> PROBLEM TO SOLVE
Lines that include the string "edges" are the ones to copy from the entries below.

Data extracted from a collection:
..............................
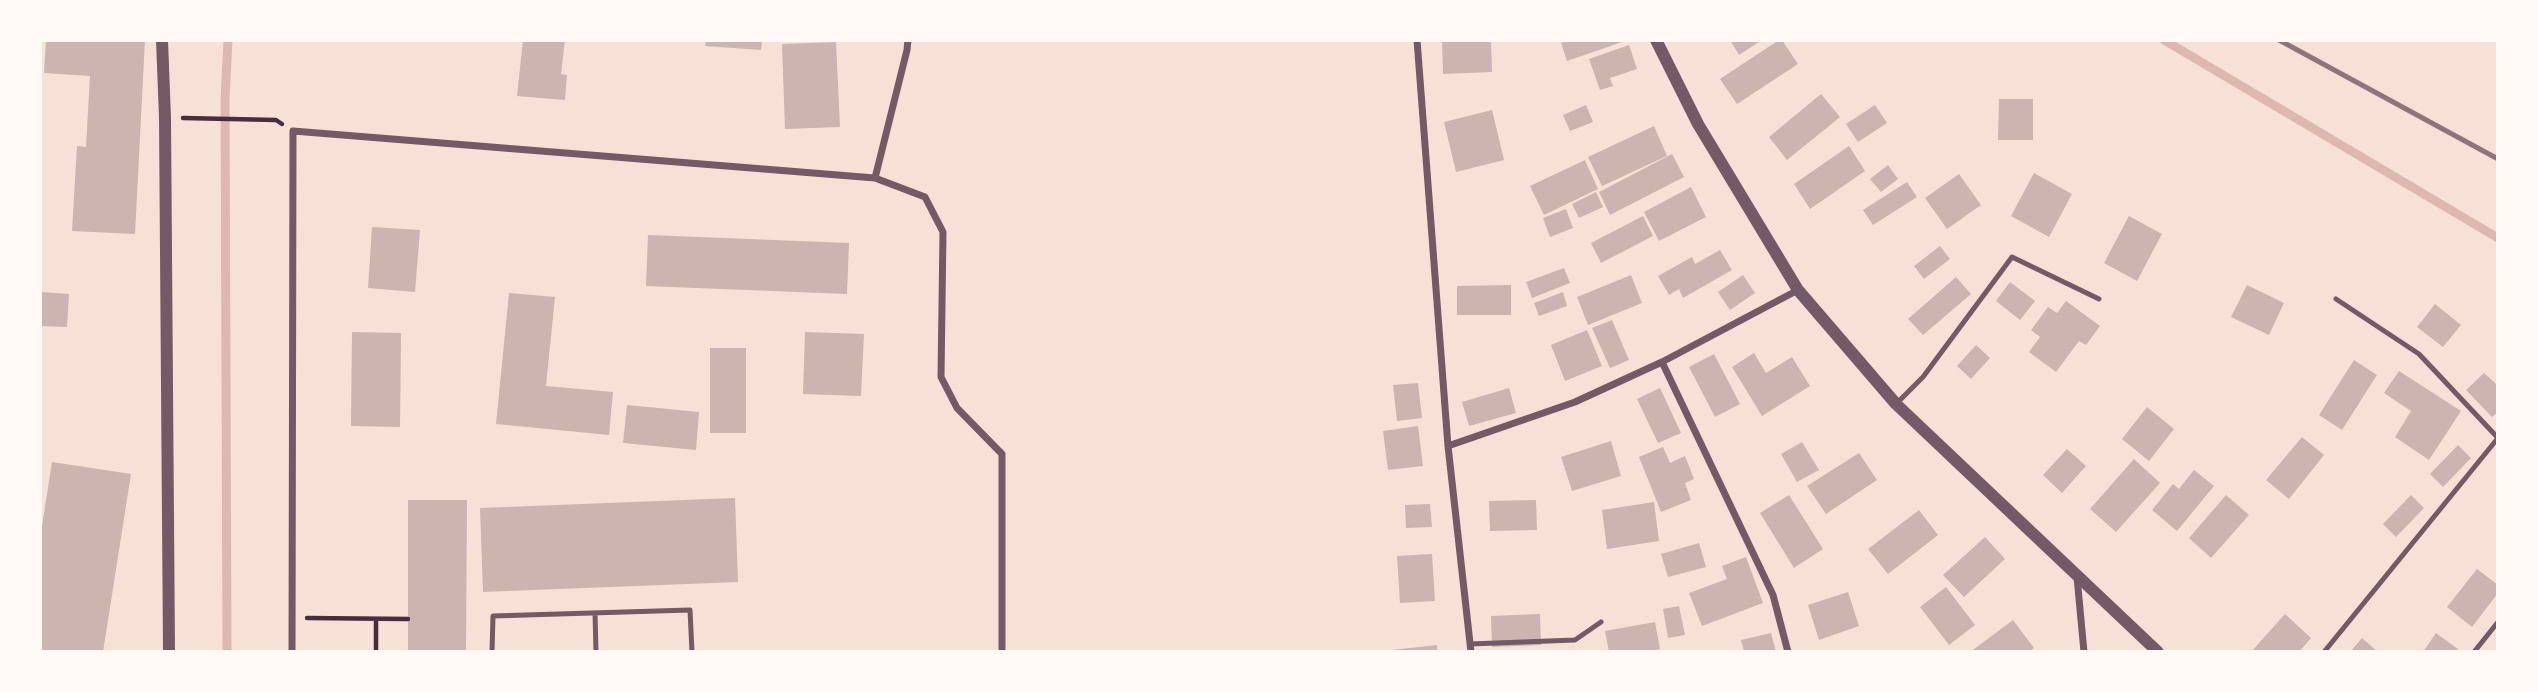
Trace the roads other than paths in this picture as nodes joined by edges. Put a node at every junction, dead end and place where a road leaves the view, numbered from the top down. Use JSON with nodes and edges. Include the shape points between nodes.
{"nodes":[{"id":1,"x":162,"y":40,"type":"edge"},
{"id":2,"x":908,"y":40,"type":"edge"},
{"id":3,"x":1417,"y":40,"type":"edge"},
{"id":4,"x":1656,"y":40,"type":"edge"},
{"id":5,"x":875,"y":178,"type":"junction"},
{"id":6,"x":1798,"y":290,"type":"junction"},
{"id":7,"x":2099,"y":299,"type":"dead end"},
{"id":8,"x":2336,"y":299,"type":"dead end"},
{"id":9,"x":1662,"y":362,"type":"junction"},
{"id":10,"x":1896,"y":404,"type":"junction"},
{"id":11,"x":2498,"y":438,"type":"edge"},
{"id":12,"x":1448,"y":446,"type":"junction"},
{"id":13,"x":2077,"y":573,"type":"junction"},
{"id":14,"x":595,"y":613,"type":"junction"},
{"id":15,"x":1601,"y":622,"type":"dead end"},
{"id":16,"x":2498,"y":622,"type":"edge"},
{"id":17,"x":1470,"y":648,"type":"edge"},
{"id":18,"x":169,"y":652,"type":"edge"},
{"id":19,"x":292,"y":652,"type":"edge"},
{"id":20,"x":492,"y":652,"type":"edge"},
{"id":21,"x":596,"y":652,"type":"edge"},
{"id":22,"x":692,"y":652,"type":"edge"},
{"id":23,"x":1002,"y":652,"type":"edge"},
{"id":24,"x":1788,"y":652,"type":"edge"},
{"id":25,"x":2084,"y":652,"type":"edge"},
{"id":26,"x":2158,"y":652,"type":"edge"},
{"id":27,"x":2324,"y":652,"type":"edge"},
{"id":28,"x":2474,"y":652,"type":"edge"}],
"edges":[{"from":1,"to":18,"type":"street"},
{"from":2,"to":5,"type":"street"},
{"from":3,"to":12,"type":"street"},
{"from":4,"to":6,"type":"street","via":[[1698,124]]},
{"from":5,"to":19,"type":"street","via":[[292,131]]},
{"from":5,"to":23,"type":"street","via":[[925,197],[943,232],[941,377],[957,408],[1002,454]]},
{"from":6,"to":9,"type":"street"},
{"from":6,"to":10,"type":"street"},
{"from":7,"to":10,"type":"lane","via":[[2012,257],[1923,377]]},
{"from":8,"to":11,"type":"lane","via":[[2418,354]]},
{"from":9,"to":12,"type":"street","via":[[1576,402]]},
{"from":9,"to":24,"type":"street","via":[[1773,595]]},
{"from":10,"to":13,"type":"street"},
{"from":11,"to":27,"type":"lane"},
{"from":12,"to":17,"type":"street"},
{"from":13,"to":25,"type":"street"},
{"from":13,"to":26,"type":"street"},
{"from":14,"to":20,"type":"lane","via":[[493,616]]},
{"from":14,"to":21,"type":"lane"},
{"from":14,"to":22,"type":"lane","via":[[691,610]]},
{"from":15,"to":17,"type":"lane","via":[[1575,640]]},
{"from":16,"to":28,"type":"lane"}]}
..............................
> ANSWER FOR THE TASK
Trace the roads other than paths in this picture as nodes joined by edges. Put a node at every junction, dead end and place where a road leaves the view, numbered from the top down. Use JSON with nodes and edges. Include the shape points between nodes.
"edges":[{"from":1,"to":18,"type":"street"},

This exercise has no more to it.